Tuesday, March 2, 2010

Mahfuz: Gag order on oil royalty shows Umno scared

KUALA LUMPUR, Mac 2: PAS has ridiculed a gag order slapped on Umno members over the Kelantan oil royalty issue, pointing out that if Umno was confident it was doing the right thing, it should not fear discussion or debate over the controversial matter.

“This clearly show Umno is scared and worried that if there is open discussion and intellectual discourse, more and more of its members will understand what the issues are really about,” PAS vice president Mahfuz Omar told Harakahdaily.

“They will realize how cruel the Umno-BN federal government has been in oppressing the development of the Kelantan people by not paying them money that is rightfully theirs.”

Three Umno assemblymen voted with PAS

Mahfuz’s counterpart at Umno, Home Minister Hishammuddin Hussein had announced the gag order on Tuesday, a day after the PAS-led Kelantan state government had voted to take the federal government and national oil Petronas to court for non-payment of contracted royalty.

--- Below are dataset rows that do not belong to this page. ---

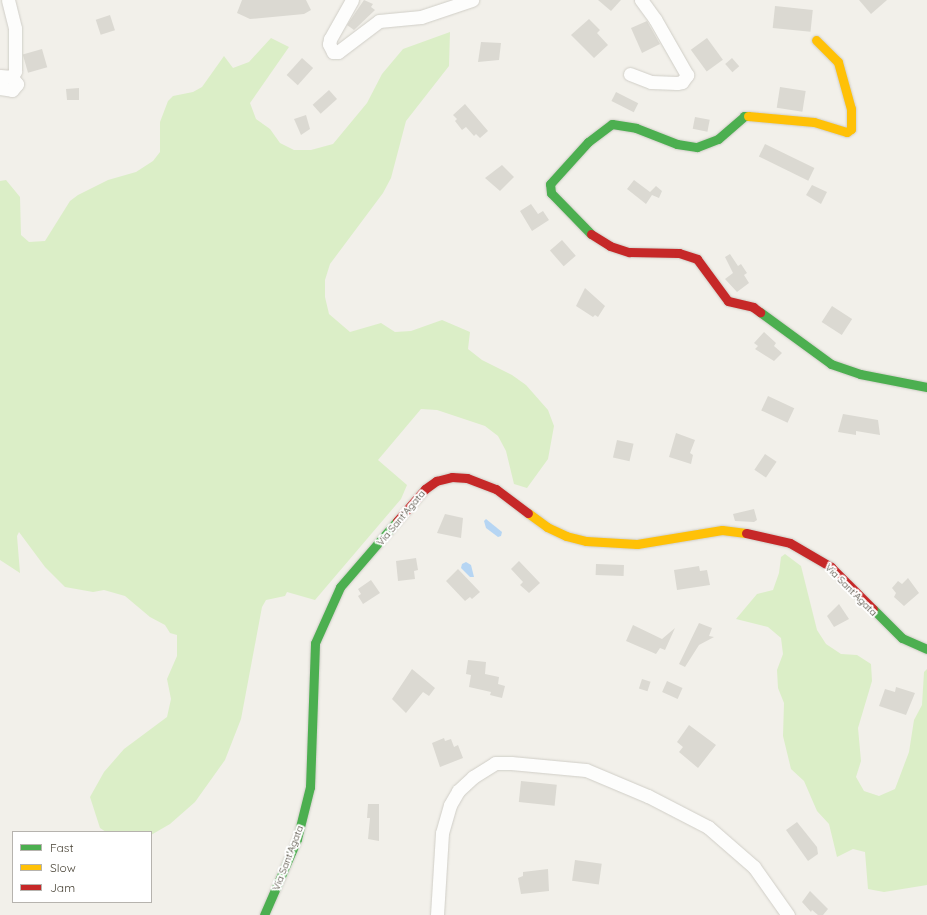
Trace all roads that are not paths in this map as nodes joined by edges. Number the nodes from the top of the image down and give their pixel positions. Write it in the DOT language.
graph roads {
  1 [pos="8,0"];
  2 [pos="352,0"];
  3 [pos="472,0"];
  4 [pos="641,0"];
  5 [pos="816,40"];
  6 [pos="630,74"];
  7 [pos="6,76"];
  8 [pos="0,88"];
  9 [pos="927,387"];
  10 [pos="927,649"];
  11 [pos="264,915"];
  12 [pos="437,915"];
  13 [pos="788,915"];
  1 -- 7 [label="street"];
  2 -- 3 [label="street"];
  4 -- 6 [label="street"];
  5 -- 9 [label="street"];
  7 -- 8 [label="street"];
  10 -- 11 [label="street, Via Sant'Agata"];
  12 -- 13 [label="street"];
}
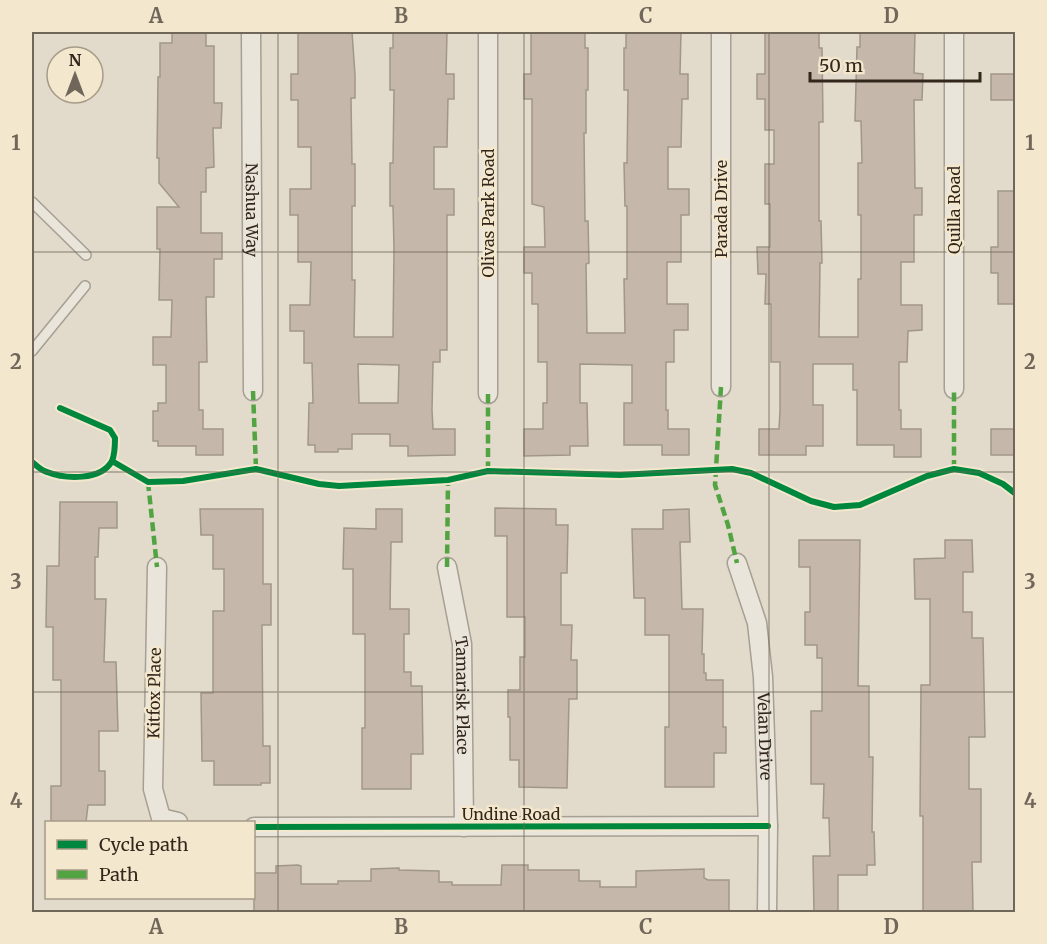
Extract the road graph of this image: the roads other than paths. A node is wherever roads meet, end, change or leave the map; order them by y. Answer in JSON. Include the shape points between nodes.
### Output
{"nodes":[{"id":1,"x":251,"y":32,"type":"edge"},
{"id":2,"x":488,"y":32,"type":"edge"},
{"id":3,"x":721,"y":32,"type":"edge"},
{"id":4,"x":954,"y":32,"type":"edge"},
{"id":5,"x":32,"y":202,"type":"edge"},
{"id":6,"x":86,"y":255,"type":"dead end"},
{"id":7,"x":85,"y":286,"type":"dead end"},
{"id":8,"x":32,"y":351,"type":"edge"},
{"id":9,"x":721,"y":387,"type":"dead end"},
{"id":10,"x":954,"y":390,"type":"dead end"},
{"id":11,"x":253,"y":391,"type":"dead end"},
{"id":12,"x":488,"y":394,"type":"dead end"},
{"id":13,"x":737,"y":563,"type":"dead end"},
{"id":14,"x":157,"y":567,"type":"dead end"},
{"id":15,"x":447,"y":567,"type":"dead end"},
{"id":16,"x":169,"y":820,"type":"edge"},
{"id":17,"x":768,"y":826,"type":"junction"},
{"id":18,"x":255,"y":827,"type":"edge"},
{"id":19,"x":464,"y":827,"type":"junction"},
{"id":20,"x":767,"y":912,"type":"edge"}],
"edges":[{"from":1,"to":11,"type":"street","name":"Nashua Way"},
{"from":2,"to":12,"type":"street","name":"Olivas Park Road"},
{"from":3,"to":9,"type":"street","name":"Parada Drive"},
{"from":4,"to":10,"type":"street","name":"Quilla Road"},
{"from":5,"to":6,"type":"lane"},
{"from":7,"to":8,"type":"lane"},
{"from":13,"to":17,"type":"street","name":"Velan Drive","via":[[757,623],[763,677]]},
{"from":14,"to":16,"type":"street","name":"Kitfox Place","via":[[153,789]]},
{"from":15,"to":19,"type":"street","name":"Tamarisk Place","via":[[462,644]]},
{"from":17,"to":19,"type":"street","name":"Undine Road"},
{"from":17,"to":20,"type":"street","name":"Velan Drive"},
{"from":18,"to":19,"type":"street","name":"Undine Road"}]}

“The party’s supreme council has already given its clear stand. If the members do not fully understand the issue, they can use existing channels to seek explanations,” Hishammuddin told reporters.

“Making sensational statements that can destroy the party’s image is, even in the past, something that we do not allow.”

Not only was he referring to Tengku Razaleigh Hamzah, Umno’s respected veteran leader who has defied his party by defending Kelantan’s right to receive the cash payments, but also to three of the six Umno state assemblymen who had voted alongside PAS in Monday’s landmark resolution.

Less for money for corruption if they paid

Backed by Razaleigh, a former Finance Minister and founder chairman of Petronas, as well as a host of other legal experts, PAS has demanded that Umno honors the Petroleum Development Act 1974 and an agreement Kelantan signed with the federal government in 1975.

In these agreements, it was stipulated that Kelantan – like all other oil contributing states in the country – was entitled to receive cash payments worth 5 percent of the total oil produced in its territory.

“Legally and morally we are in the right. It is Umno which is trying to renege on the agreements because they are afraid if they pay the money, then the development of Kelantan can finally take off and they may never be able to regain control of the state government again,” Mahfuz said.

“Then there is the evergreen issue of corruption. If they paid us the money, there would be less for them to throw around and siphon away in the form of mega-projects.”